1D-Western blot analysis in 5% sodium dodecyl sulfate (SDS) buffer
All materials were obtained from Life Technologies Corp. (Carlsbad, CA) and chemicals from Sigma (St. Louis, MO) unless otherwise noted. A detailed protocol has been published elsewhere.46 Briefly, unfixed, frozen GM or WM from the frontal lobe was homogenized in 5% SDS, 5 mM Ethylenediaminetetraacetic acid (EDTA), 20 mM Tris-HCl, pH 7.8 with an Omni TH homogenizer and centrifuged. The supernatant was recovered and total protein measured with a Micro bicinchoninic acid (BCA) protein assay kit (Pierce, Rockford, IL). Proteins were separated on 4–12% Bis-Tris gels and transferred onto nitrocellulose membranes. Descriptions of all primary and secondary antibodies are shown in Table 2. All membranes were re-probed with anti-mouse or anti-rabbit actin antibody to serve as a total protein loading control.
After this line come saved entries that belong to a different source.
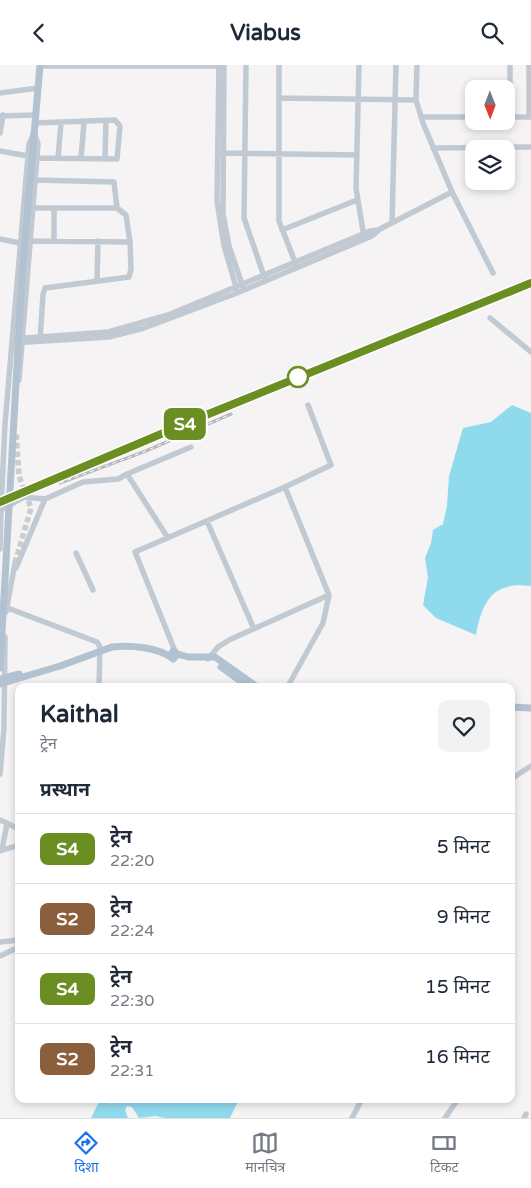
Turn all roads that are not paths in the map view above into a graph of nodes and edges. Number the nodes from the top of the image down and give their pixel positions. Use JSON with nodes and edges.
{"nodes":[{"id":1,"x":246,"y":65,"type":"edge"},
{"id":2,"x":279,"y":65,"type":"edge"},
{"id":3,"x":359,"y":65,"type":"edge"},
{"id":4,"x":396,"y":65,"type":"edge"},
{"id":5,"x":417,"y":65,"type":"edge"},
{"id":6,"x":510,"y":65,"type":"edge"},
{"id":7,"x":529,"y":65,"type":"edge"},
{"id":8,"x":40,"y":66,"type":"edge"},
{"id":9,"x":222,"y":66,"type":"edge"},
{"id":10,"x":509,"y":80,"type":"edge"},
{"id":11,"x":38,"y":88,"type":"junction"},
{"id":12,"x":0,"y":93,"type":"edge"},
{"id":13,"x":279,"y":98,"type":"junction"},
{"id":14,"x":358,"y":99,"type":"junction"},
{"id":15,"x":395,"y":100,"type":"junction"},
{"id":16,"x":416,"y":100,"type":"junction"},
{"id":17,"x":2,"y":115,"type":"edge"},
{"id":18,"x":421,"y":117,"type":"junction"},
{"id":19,"x":465,"y":117,"type":"edge"},
{"id":20,"x":515,"y":117,"type":"edge"},
{"id":21,"x":530,"y":117,"type":"edge"},
{"id":22,"x":35,"y":119,"type":"junction"},
{"id":23,"x":106,"y":121,"type":"junction"},
{"id":24,"x":61,"y":123,"type":"junction"},
{"id":25,"x":84,"y":123,"type":"junction"},
{"id":26,"x":0,"y":133,"type":"edge"},
{"id":27,"x":531,"y":147,"type":"edge"},
{"id":28,"x":433,"y":148,"type":"junction"},
{"id":29,"x":0,"y":151,"type":"edge"},
{"id":30,"x":220,"y":153,"type":"junction"},
{"id":31,"x":244,"y":153,"type":"junction"},
{"id":32,"x":279,"y":154,"type":"junction"},
{"id":33,"x":357,"y":155,"type":"junction"},
{"id":34,"x":32,"y":156,"type":"junction"},
{"id":35,"x":58,"y":158,"type":"junction"},
{"id":36,"x":81,"y":158,"type":"junction"},
{"id":37,"x":105,"y":158,"type":"junction"},
{"id":38,"x":36,"y":180,"type":"junction"},
{"id":39,"x":452,"y":192,"type":"junction"},
{"id":40,"x":357,"y":200,"type":"junction"},
{"id":41,"x":34,"y":208,"type":"junction"},
{"id":42,"x":54,"y":208,"type":"junction"},
{"id":43,"x":117,"y":209,"type":"junction"},
{"id":44,"x":392,"y":223,"type":"junction"},
{"id":45,"x":282,"y":230,"type":"junction"},
{"id":46,"x":363,"y":236,"type":"junction"},
{"id":47,"x":0,"y":239,"type":"edge"},
{"id":48,"x":32,"y":241,"type":"junction"},
{"id":49,"x":54,"y":241,"type":"junction"},
{"id":50,"x":98,"y":241,"type":"junction"},
{"id":51,"x":130,"y":242,"type":"junction"},
{"id":52,"x":20,"y":243,"type":"junction"},
{"id":53,"x":296,"y":265,"type":"junction"},
{"id":54,"x":493,"y":273,"type":"dead end"},
{"id":55,"x":264,"y":276,"type":"junction"},
{"id":56,"x":96,"y":281,"type":"junction"},
{"id":57,"x":240,"y":289,"type":"junction"},
{"id":58,"x":490,"y":318,"type":"dead end"},
{"id":59,"x":23,"y":340,"type":"junction"},
{"id":60,"x":40,"y":340,"type":"junction"},
{"id":61,"x":12,"y":341,"type":"junction"},
{"id":62,"x":531,"y":352,"type":"edge"},
{"id":63,"x":308,"y":405,"type":"dead end"},
{"id":64,"x":3,"y":423,"type":"edge"},
{"id":65,"x":191,"y":447,"type":"dead end"},
{"id":66,"x":127,"y":474,"type":"junction"},
{"id":67,"x":285,"y":487,"type":"junction"},
{"id":68,"x":45,"y":499,"type":"junction"},
{"id":69,"x":1,"y":510,"type":"edge"},
{"id":70,"x":207,"y":521,"type":"junction"},
{"id":71,"x":0,"y":529,"type":"edge"},
{"id":72,"x":168,"y":538,"type":"junction"},
{"id":73,"x":0,"y":549,"type":"edge"},
{"id":74,"x":76,"y":553,"type":"dead end"},
{"id":75,"x":92,"y":590,"type":"dead end"},
{"id":76,"x":329,"y":595,"type":"junction"},
{"id":77,"x":0,"y":605,"type":"edge"},
{"id":78,"x":6,"y":609,"type":"junction"},
{"id":79,"x":254,"y":629,"type":"junction"},
{"id":80,"x":100,"y":649,"type":"junction"},
{"id":81,"x":174,"y":654,"type":"junction"},
{"id":82,"x":209,"y":658,"type":"junction"},
{"id":83,"x":0,"y":668,"type":"edge"},
{"id":84,"x":2,"y":681,"type":"edge"},
{"id":85,"x":99,"y":683,"type":"edge"},
{"id":86,"x":242,"y":683,"type":"edge"},
{"id":87,"x":251,"y":683,"type":"edge"},
{"id":88,"x":290,"y":683,"type":"edge"},
{"id":89,"x":515,"y":707,"type":"edge"},
{"id":90,"x":531,"y":708,"type":"edge"},
{"id":91,"x":531,"y":766,"type":"edge"},
{"id":92,"x":0,"y":774,"type":"edge"},
{"id":93,"x":515,"y":776,"type":"edge"},
{"id":94,"x":0,"y":820,"type":"edge"},
{"id":95,"x":7,"y":823,"type":"junction"},
{"id":96,"x":15,"y":827,"type":"edge"},
{"id":97,"x":15,"y":846,"type":"edge"},
{"id":98,"x":1,"y":850,"type":"edge"},
{"id":99,"x":15,"y":940,"type":"edge"},
{"id":100,"x":0,"y":942,"type":"edge"},
{"id":101,"x":15,"y":949,"type":"edge"},
{"id":102,"x":0,"y":956,"type":"edge"},
{"id":103,"x":360,"y":1103,"type":"edge"},
{"id":104,"x":455,"y":1103,"type":"edge"},
{"id":105,"x":352,"y":1118,"type":"edge"},
{"id":106,"x":445,"y":1118,"type":"edge"}],
"edges":[{"from":1,"to":31,"type":"street"},
{"from":2,"to":13,"type":"street"},
{"from":3,"to":14,"type":"street"},
{"from":4,"to":15,"type":"street"},
{"from":5,"to":16,"type":"street"},
{"from":6,"to":10,"type":"street"},
{"from":7,"to":21,"type":"street"},
{"from":8,"to":9,"type":"street"},
{"from":8,"to":11,"type":"main road"},
{"from":9,"to":30,"type":"street"},
{"from":11,"to":12,"type":"street"},
{"from":11,"to":22,"type":"main road"},
{"from":13,"to":14,"type":"street"},
{"from":13,"to":32,"type":"street"},
{"from":14,"to":15,"type":"street"},
{"from":14,"to":33,"type":"street"},
{"from":15,"to":16,"type":"street"},
{"from":15,"to":44,"type":"street"},
{"from":16,"to":18,"type":"street"},
{"from":17,"to":22,"type":"street"},
{"from":17,"to":26,"type":"street"},
{"from":18,"to":19,"type":"street"},
{"from":18,"to":28,"type":"street"},
{"from":20,"to":21,"type":"street"},
{"from":22,"to":24,"type":"street"},
{"from":22,"to":34,"type":"main road"},
{"from":23,"to":25,"type":"street"},
{"from":23,"to":37,"type":"street"},
{"from":23,"to":37,"type":"street"},
{"from":24,"to":25,"type":"street"},
{"from":24,"to":35,"type":"street"},
{"from":25,"to":36,"type":"street"},
{"from":27,"to":28,"type":"street"},
{"from":28,"to":39,"type":"street"},
{"from":29,"to":34,"type":"street"},
{"from":30,"to":31,"type":"street"},
{"from":30,"to":57,"type":"street"},
{"from":31,"to":32,"type":"street"},
{"from":31,"to":55,"type":"street"},
{"from":32,"to":33,"type":"street"},
{"from":32,"to":45,"type":"street"},
{"from":33,"to":40,"type":"street"},
{"from":34,"to":35,"type":"street"},
{"from":34,"to":38,"type":"street"},
{"from":34,"to":52,"type":"street"},
{"from":34,"to":83,"type":"main road"},
{"from":35,"to":36,"type":"street"},
{"from":36,"to":37,"type":"street"},
{"from":38,"to":41,"type":"street"},
{"from":38,"to":43,"type":"street"},
{"from":39,"to":44,"type":"street"},
{"from":39,"to":54,"type":"street"},
{"from":40,"to":45,"type":"street"},
{"from":40,"to":46,"type":"street"},
{"from":41,"to":42,"type":"street"},
{"from":41,"to":48,"type":"street"},
{"from":42,"to":43,"type":"street"},
{"from":42,"to":49,"type":"street"},
{"from":43,"to":51,"type":"street"},
{"from":44,"to":46,"type":"street"},
{"from":45,"to":53,"type":"street"},
{"from":46,"to":53,"type":"street"},
{"from":47,"to":52,"type":"street"},
{"from":48,"to":49,"type":"street"},
{"from":48,"to":59,"type":"street"},
{"from":49,"to":50,"type":"street"},
{"from":50,"to":51,"type":"street"},
{"from":50,"to":56,"type":"street"},
{"from":51,"to":56,"type":"street"},
{"from":52,"to":61,"type":"street"},
{"from":53,"to":55,"type":"street"},
{"from":53,"to":57,"type":"street"},
{"from":55,"to":57,"type":"street"},
{"from":56,"to":60,"type":"street"},
{"from":57,"to":60,"type":"street"},
{"from":58,"to":62,"type":"street"},
{"from":59,"to":60,"type":"street"},
{"from":59,"to":61,"type":"street"},
{"from":59,"to":64,"type":"street"},
{"from":61,"to":64,"type":"street"},
{"from":63,"to":67,"type":"street"},
{"from":64,"to":69,"type":"street"},
{"from":65,"to":66,"type":"street"},
{"from":66,"to":68,"type":"street"},
{"from":66,"to":72,"type":"street"},
{"from":67,"to":70,"type":"street"},
{"from":67,"to":76,"type":"street"},
{"from":68,"to":69,"type":"street"},
{"from":68,"to":78,"type":"street"},
{"from":69,"to":71,"type":"street"},
{"from":70,"to":72,"type":"street"},
{"from":70,"to":79,"type":"street"},
{"from":71,"to":73,"type":"street"},
{"from":72,"to":81,"type":"street"},
{"from":74,"to":75,"type":"street"},
{"from":76,"to":79,"type":"street"},
{"from":76,"to":88,"type":"street"},
{"from":77,"to":78,"type":"street"},
{"from":78,"to":80,"type":"street"},
{"from":78,"to":84,"type":"street"},
{"from":79,"to":82,"type":"street"},
{"from":80,"to":81,"type":"main road"},
{"from":80,"to":84,"type":"main road"},
{"from":80,"to":85,"type":"street"},
{"from":81,"to":82,"type":"main road"},
{"from":82,"to":86,"type":"main road"},
{"from":82,"to":87,"type":"main road"},
{"from":84,"to":92,"type":"street"},
{"from":89,"to":90,"type":"main road"},
{"from":91,"to":93,"type":"street"},
{"from":94,"to":95,"type":"street"},
{"from":95,"to":96,"type":"street"},
{"from":95,"to":98,"type":"street"},
{"from":97,"to":98,"type":"street"},
{"from":99,"to":100,"type":"street"},
{"from":101,"to":102,"type":"street"},
{"from":103,"to":105,"type":"street"},
{"from":104,"to":106,"type":"street"}]}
The trace quantity feature in Quantity One (Bio-Rad, Hercules, CA) was used to measure the density of each band and corresponds to the measured area under each band's intensity profile curve. The units are in optical density×mm.
Table 2.
Primary antibody | Antigen specificity or immunogen | Secondary antibody | Company/Catalog # |
---|---|---|---|
CT20APP | Last 20 aa of APP | M | Covance/SIG-39152 |
Neprilysin | Rat neprilysin | R | Millipore/AB5458 |
Tau (HT7) | Tau aa 159–163 | M | Pierce/MN1000 |
BDNF/proBDNF | Internal region of BDNF | R | Santa Cruz/sc-546 |
GFAP | Recombinant GFAP | R | Abcam/ab7260 |
α-tubulin | Synthetic peptide of human α-tubulin | R | Cell Signaling/2144S |
β-tubulin | N-terminal synthetic peptide of human β-tubulin | R | Cell Signaling/2128S |
Kinesin 5A | Synthetic peptide: aa 1007–1027 | R | Pierce/PA1-642 |
Dynein | cytoplasmic dynein from chicken embryo brain | M | Sigma/D5167 |
MBP | aa 119–131 | M | Millipore/MAB381 |
CNPase | Clone 11–5B | M | Sigma/C5922 |
Myelin PLP | Synthetic C-terminal peptide | Millipore/MAB388 | |
Actin Ab-5 | Clone C4 | M | BD TransductionLaboratories/A65020 |
Actin | N-terminus of human α-actin | R | Abcam/Ab37063 |
CT, C-terminal; APP, amyloid-β precursor protein; aa, amino acid; BDNF, brain-derived neurotrophic factor; GFAP, glial acidic fibrillary protein; MBP, myelin basic protein; CNPase, 2'3'-cyclic nucleotide 3'-phosphodiesterase; PLP, proteolipid protein; M, HRP conjugated AffiniPure goat-anti mouse IgG (catalog # 111-035-144, Jackson Laboratory); R, HRP conjugated AffiniPure goat-anti rabbit IgG, (catalog # 111-035-146 Jackson Laboratory); G, HRP conjugated AffiniPure bovine-anti goat IgG (catalog #805-035-180).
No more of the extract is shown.